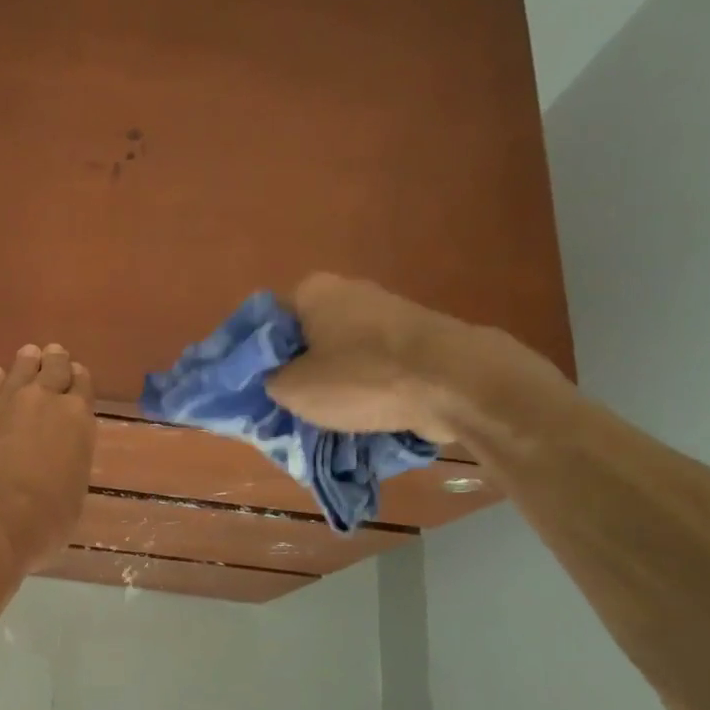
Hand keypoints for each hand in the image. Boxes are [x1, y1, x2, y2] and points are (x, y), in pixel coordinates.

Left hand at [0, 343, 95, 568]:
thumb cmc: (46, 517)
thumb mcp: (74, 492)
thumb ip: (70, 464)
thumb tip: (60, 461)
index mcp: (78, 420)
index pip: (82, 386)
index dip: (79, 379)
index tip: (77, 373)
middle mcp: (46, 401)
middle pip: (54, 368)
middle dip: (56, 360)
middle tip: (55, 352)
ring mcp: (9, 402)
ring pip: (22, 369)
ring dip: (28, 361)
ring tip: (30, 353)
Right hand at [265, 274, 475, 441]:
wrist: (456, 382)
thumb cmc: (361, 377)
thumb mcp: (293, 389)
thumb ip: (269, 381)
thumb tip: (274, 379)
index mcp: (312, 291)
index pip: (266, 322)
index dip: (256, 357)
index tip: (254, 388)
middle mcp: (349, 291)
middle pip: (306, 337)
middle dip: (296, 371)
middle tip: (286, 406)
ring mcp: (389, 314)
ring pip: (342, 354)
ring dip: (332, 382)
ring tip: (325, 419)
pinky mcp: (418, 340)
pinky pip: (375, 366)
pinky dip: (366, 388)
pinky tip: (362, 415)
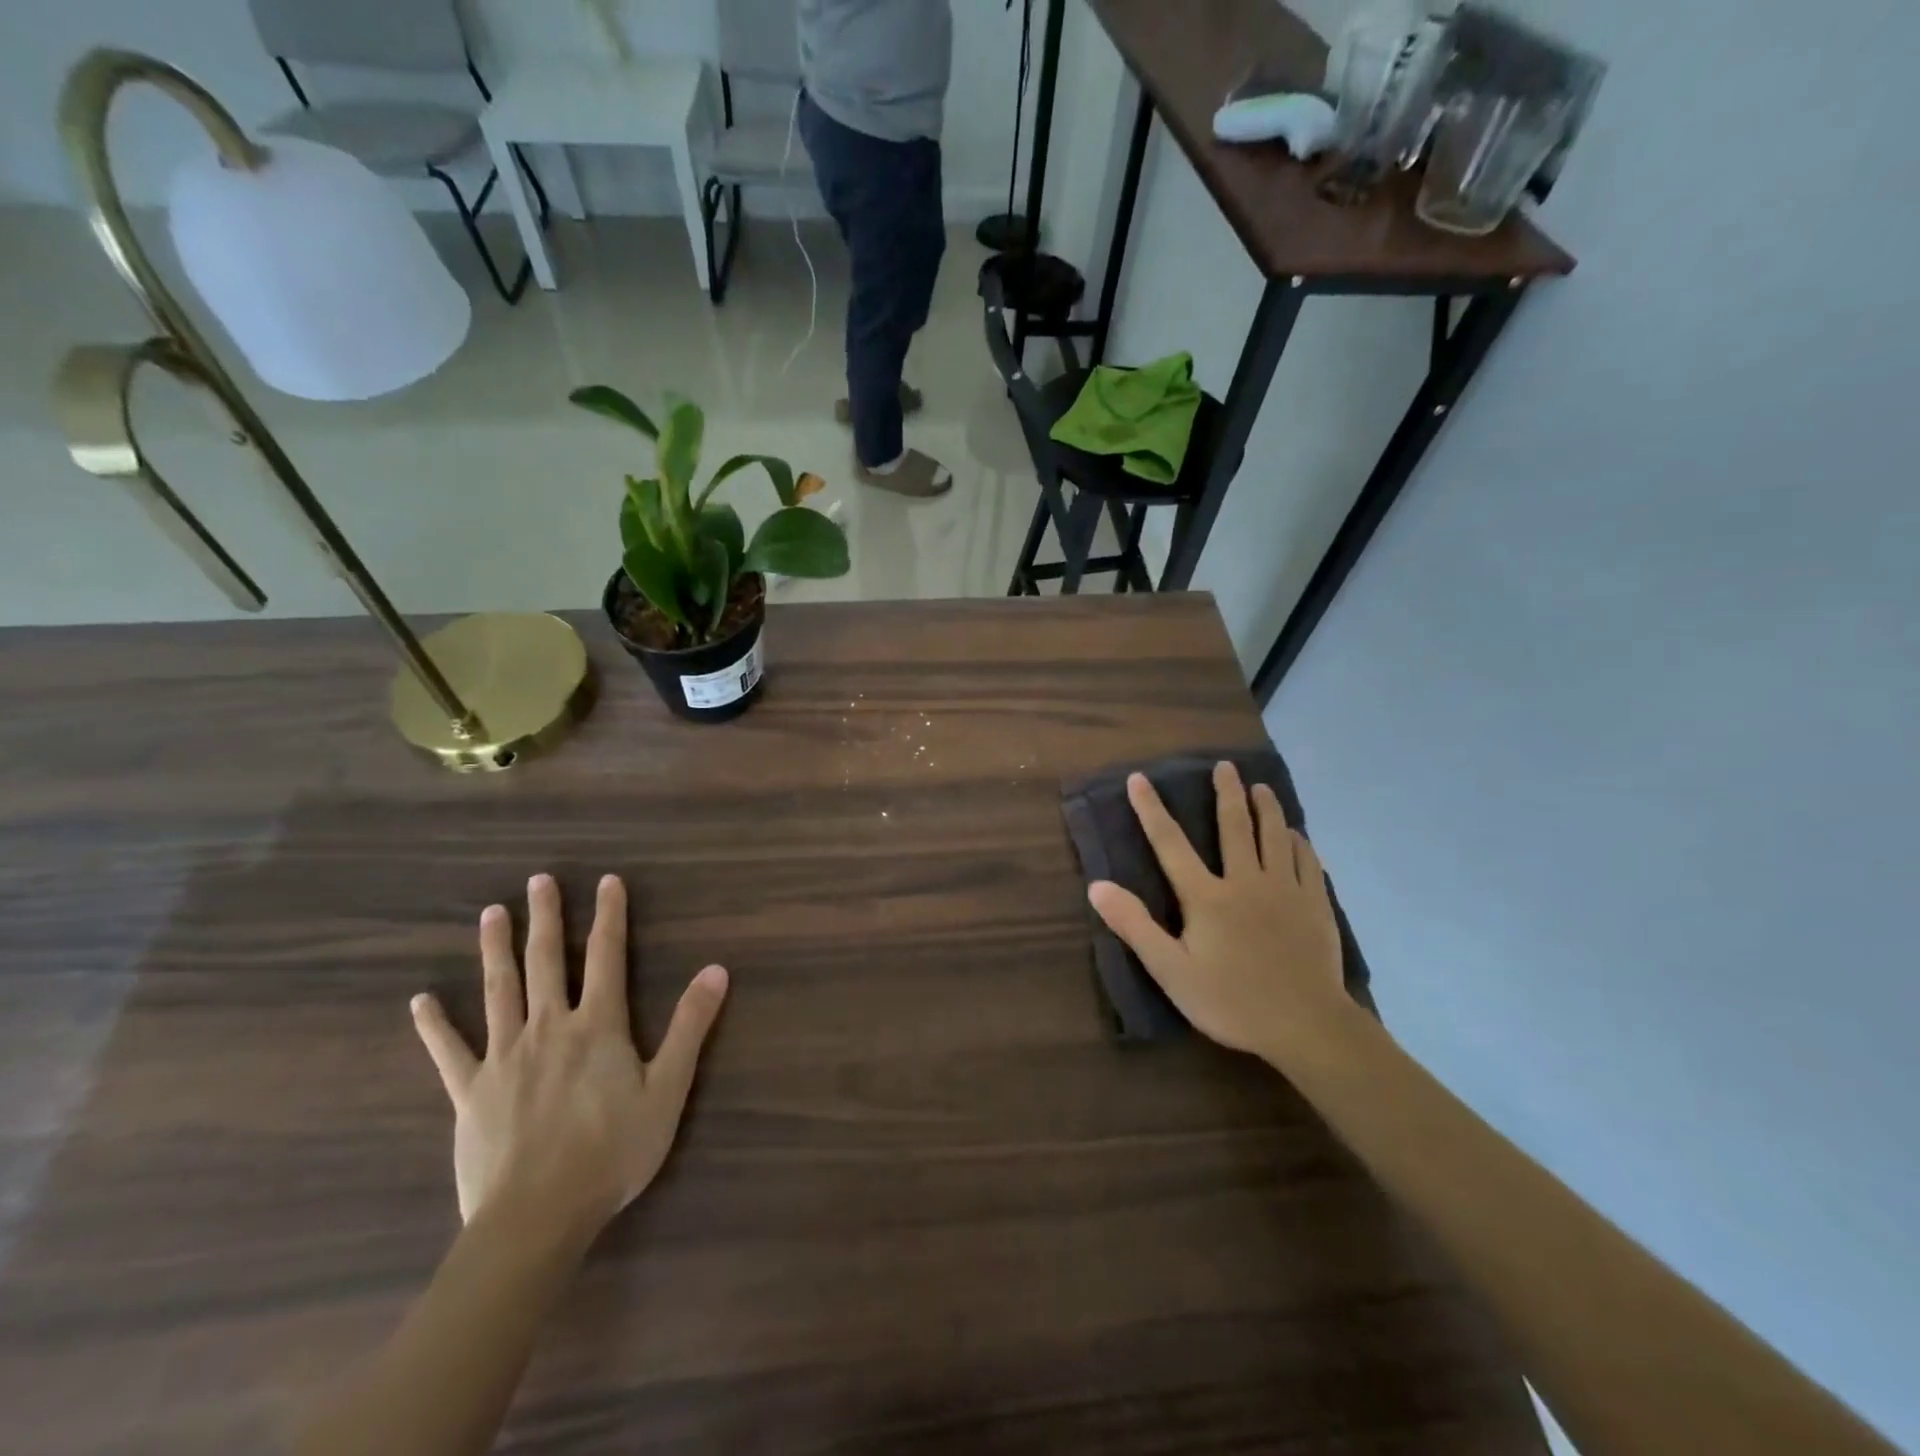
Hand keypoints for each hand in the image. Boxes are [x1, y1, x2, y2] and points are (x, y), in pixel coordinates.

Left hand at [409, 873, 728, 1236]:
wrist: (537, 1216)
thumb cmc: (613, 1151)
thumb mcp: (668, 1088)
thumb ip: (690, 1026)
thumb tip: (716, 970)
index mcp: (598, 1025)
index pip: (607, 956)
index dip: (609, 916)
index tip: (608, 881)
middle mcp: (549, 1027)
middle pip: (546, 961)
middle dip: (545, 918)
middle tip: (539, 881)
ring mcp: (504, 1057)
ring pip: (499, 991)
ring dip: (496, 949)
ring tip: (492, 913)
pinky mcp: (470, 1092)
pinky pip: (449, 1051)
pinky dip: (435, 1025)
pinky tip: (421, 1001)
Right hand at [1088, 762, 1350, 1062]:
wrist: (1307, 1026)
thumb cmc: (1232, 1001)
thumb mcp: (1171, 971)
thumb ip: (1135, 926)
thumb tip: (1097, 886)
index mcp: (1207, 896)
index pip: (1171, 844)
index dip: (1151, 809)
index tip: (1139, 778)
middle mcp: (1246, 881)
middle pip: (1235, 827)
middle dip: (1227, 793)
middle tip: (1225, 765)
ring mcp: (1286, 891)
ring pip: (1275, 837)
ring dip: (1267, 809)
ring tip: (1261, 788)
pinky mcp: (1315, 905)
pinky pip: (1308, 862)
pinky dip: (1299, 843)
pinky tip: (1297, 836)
──────────────────────────────
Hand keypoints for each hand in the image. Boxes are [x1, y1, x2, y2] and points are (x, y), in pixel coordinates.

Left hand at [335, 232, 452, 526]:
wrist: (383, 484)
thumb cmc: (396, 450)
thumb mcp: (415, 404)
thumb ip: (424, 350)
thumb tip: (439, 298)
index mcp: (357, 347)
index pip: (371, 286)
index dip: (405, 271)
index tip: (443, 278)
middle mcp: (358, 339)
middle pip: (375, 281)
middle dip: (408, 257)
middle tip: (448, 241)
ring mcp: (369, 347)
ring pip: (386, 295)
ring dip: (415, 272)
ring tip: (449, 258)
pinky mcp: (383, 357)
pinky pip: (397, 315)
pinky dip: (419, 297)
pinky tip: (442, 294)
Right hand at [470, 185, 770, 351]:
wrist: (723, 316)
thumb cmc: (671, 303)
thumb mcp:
──────────────────────────────
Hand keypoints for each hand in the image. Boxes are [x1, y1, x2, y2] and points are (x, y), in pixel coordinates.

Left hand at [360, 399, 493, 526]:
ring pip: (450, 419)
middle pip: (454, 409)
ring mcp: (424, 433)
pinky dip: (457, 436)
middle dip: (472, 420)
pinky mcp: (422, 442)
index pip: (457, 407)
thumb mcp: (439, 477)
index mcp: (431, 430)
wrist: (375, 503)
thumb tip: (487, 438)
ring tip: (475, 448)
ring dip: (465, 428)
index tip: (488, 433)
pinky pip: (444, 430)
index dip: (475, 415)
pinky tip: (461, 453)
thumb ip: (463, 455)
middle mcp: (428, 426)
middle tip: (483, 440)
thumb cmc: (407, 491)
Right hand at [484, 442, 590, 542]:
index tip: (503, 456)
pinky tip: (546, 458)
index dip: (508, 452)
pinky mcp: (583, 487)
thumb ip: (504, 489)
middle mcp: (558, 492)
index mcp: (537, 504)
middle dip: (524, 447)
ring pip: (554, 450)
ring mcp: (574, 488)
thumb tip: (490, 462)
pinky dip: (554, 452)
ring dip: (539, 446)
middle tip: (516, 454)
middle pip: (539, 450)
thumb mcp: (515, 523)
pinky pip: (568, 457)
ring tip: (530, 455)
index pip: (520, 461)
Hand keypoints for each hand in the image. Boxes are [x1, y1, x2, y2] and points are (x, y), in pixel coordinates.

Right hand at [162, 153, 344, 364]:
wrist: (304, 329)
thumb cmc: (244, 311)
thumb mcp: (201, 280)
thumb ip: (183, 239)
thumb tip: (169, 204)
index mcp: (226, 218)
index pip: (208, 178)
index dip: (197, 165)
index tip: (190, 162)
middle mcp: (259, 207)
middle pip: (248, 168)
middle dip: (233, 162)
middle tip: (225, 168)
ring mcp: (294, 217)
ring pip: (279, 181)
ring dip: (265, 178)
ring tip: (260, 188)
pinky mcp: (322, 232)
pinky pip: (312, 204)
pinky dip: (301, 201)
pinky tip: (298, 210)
──────────────────────────────
When "wrist" shows up in a line of the material, report that line.

wrist: (456, 382)
wrist: (537, 1216)
wrist: (1307, 1026)
wrist: (383, 484)
wrist: (723, 316)
wrist: (375, 503)
wrist: (304, 329)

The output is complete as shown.